Sicarios y paz

Sicarios y paz

Septiembre 10, 2017 - 07:15 a.m. Por: Luis Guillermo Restrepo Satizabal

Sé que estamos en modo Papa y uno no debe aguar la fiesta. Pero hay cosas que vienen de muy atrás y nos van a quedar para siempre, causando más violencia si no les ponemos el cuidado que merecen.

Por ejemplo, está la facultad de las Farc para excarcelar criminales comunes, y la asombrosa facilidad e irresponsabilidad con que actúan las comisiones creadas por el acuerdo definitivo. Mediante ese recurso expedito para evadir condenas, la ley vuelve a ser un rey de burlas.

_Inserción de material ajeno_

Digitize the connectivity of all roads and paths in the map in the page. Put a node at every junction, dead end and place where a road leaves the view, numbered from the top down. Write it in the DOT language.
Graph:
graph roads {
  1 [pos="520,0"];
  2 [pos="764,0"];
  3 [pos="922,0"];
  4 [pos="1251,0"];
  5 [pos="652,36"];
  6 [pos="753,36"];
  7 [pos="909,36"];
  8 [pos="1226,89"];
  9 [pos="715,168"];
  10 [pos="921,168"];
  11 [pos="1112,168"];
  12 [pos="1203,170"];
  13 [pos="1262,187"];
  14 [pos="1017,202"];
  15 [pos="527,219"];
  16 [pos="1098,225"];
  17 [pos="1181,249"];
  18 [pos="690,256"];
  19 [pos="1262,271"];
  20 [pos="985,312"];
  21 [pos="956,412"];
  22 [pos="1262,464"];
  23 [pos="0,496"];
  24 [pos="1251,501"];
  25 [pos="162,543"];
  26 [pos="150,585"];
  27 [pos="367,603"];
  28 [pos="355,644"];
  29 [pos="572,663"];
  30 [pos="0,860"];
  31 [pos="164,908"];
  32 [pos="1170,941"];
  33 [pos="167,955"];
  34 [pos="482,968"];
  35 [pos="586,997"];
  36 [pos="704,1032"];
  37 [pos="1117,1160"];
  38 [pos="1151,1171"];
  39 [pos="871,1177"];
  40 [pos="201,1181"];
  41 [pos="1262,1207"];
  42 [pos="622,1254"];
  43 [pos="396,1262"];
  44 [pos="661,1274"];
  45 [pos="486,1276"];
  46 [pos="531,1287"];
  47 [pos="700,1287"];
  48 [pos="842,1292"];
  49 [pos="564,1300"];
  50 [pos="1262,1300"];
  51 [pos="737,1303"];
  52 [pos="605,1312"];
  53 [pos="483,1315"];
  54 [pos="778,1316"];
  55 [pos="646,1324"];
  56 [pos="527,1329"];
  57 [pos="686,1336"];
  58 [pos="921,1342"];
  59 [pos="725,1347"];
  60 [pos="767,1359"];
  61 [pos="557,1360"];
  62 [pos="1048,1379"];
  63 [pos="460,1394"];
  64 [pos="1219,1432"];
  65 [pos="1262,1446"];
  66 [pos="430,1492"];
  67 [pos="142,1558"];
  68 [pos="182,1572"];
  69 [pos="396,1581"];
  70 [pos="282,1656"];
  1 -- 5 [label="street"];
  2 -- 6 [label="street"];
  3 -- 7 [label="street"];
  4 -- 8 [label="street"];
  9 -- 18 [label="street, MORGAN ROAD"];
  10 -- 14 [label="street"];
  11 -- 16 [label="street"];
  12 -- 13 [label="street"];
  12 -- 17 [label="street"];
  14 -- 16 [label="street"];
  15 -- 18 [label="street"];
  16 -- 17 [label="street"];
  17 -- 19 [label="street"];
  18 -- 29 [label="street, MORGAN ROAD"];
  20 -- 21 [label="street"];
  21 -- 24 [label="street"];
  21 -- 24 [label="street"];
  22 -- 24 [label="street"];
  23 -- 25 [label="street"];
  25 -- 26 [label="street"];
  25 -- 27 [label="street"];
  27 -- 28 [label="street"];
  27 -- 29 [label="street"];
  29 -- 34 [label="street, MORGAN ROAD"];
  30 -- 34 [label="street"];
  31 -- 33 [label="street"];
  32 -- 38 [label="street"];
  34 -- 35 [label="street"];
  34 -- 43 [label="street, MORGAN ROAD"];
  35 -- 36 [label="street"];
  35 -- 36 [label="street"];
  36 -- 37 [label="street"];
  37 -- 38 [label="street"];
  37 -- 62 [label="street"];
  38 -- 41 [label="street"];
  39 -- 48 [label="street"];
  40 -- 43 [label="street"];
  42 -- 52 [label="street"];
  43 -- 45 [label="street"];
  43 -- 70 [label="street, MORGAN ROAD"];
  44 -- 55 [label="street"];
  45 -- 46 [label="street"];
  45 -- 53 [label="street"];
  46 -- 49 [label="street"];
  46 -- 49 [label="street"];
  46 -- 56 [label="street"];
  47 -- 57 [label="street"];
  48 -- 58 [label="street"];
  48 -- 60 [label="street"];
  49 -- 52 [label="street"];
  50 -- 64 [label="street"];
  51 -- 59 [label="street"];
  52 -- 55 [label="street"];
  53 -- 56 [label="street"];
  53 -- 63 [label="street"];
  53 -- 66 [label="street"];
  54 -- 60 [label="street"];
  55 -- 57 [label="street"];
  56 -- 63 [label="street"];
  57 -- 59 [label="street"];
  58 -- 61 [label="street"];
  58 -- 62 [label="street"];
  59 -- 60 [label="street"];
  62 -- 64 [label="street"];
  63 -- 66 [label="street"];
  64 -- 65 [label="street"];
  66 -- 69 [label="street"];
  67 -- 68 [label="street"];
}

Mucho antes de que entrara en vigencia el acuerdo para liberar a los guerrilleros presos, la Fiscalía había advertido sobre la posibilidad de que diez peligrosos personajes acusados de cometer delitos comunes como sicariato y narcotráfico, fueran liberados por un pomposo Comité Técnico Institucional, compuesto por el Ministerio de Defensa y sus dependencias militares y de policía, por el sólo hecho de que las Farc los incluyeran en sus listas.

Se dirá que ese es uno de los sapos que había que tragarse para alcanzar el valor supremo de la paz. Pero, ¿qué paz puede alcanzarse cuando se regresa a la calle a un condenado como jefe de una banda de sicarios a quien las Farc incluyó en sus listas de la impunidad por haber participado en el atentado terrorista contra Fernando Londoño Hoyos y en el cual fue asesinado su conductor?

Pues la Fiscalía no pudo evitarlo, y semejantes amenazas están hoy en la calle. Ahora ya no son sicarios condenados: son “gestores de paz”, mientras aguardan que la Justicia Especial de Paz los exonere para siempre de sus condenas. Una Justicia Especial que debió ser la primera iniciativa aprobada por el Congreso mediante el fast track, pero aún no existe.

Y todavía está guardada en el escritorio de algún ministro, haciendo cola detrás de una reforma política ilegal y rechazada por todo el mundo, a la cual le han sumado un Tribunal de Aforados dizque para combatir la corrupción que carcome la Corte Suprema, la Corte Constitucional y todo el entramado de jueces a los que se les otorga fuero especial para evitar la persecución política y algunos usan para enriquecerse sin vergüenza y traficar con influencias.

Este episodio demuestra la ligereza con la cual se está manejando algo tan importante como es la posibilidad de evadir el castigo al crimen, algo parecido a lo que ocurrió en la desmovilización de los paramilitares con la Ley de Justicia y Paz. Por ello, y como si no fuera poco el que responsables de crímenes atroces, de terrorismo y crímenes contra la humanidad como ‘el Paisa’, ‘Romaña’ y tantos otros, no paguen por sus fechorías, hay que aceptar que las Farc defienda a delincuentes comunes y les otorgue la libertad por encima de los dictados de la justicia ordinaria que los condenó con pruebas.

¿Acaso no existía la posibilidad de vetar las listas de supuestos integrantes que entregaba las Farc? Por renunciar a esa facultad, que es ante todo una obligación de las autoridades, ahora debemos esperar a que cometan nuevos crímenes. Con lo cual le están haciendo un daño enorme a la cada vez más débil credibilidad de unos acuerdos que no consultan la opinión de la inmensa mayoría de los cuarenta y siete millones de colombianos.

Por supuesto, las denuncias del Fiscal General y de quienes han destapado el asunto les significará el que sean calificados como enemigos de la paz. Pero debe quedar claro que los causantes del fracaso serán la impunidad y la renuncia a ejercer la autoridad.

Son razones poderosas para seguir rezando cuando se vaya el Papa.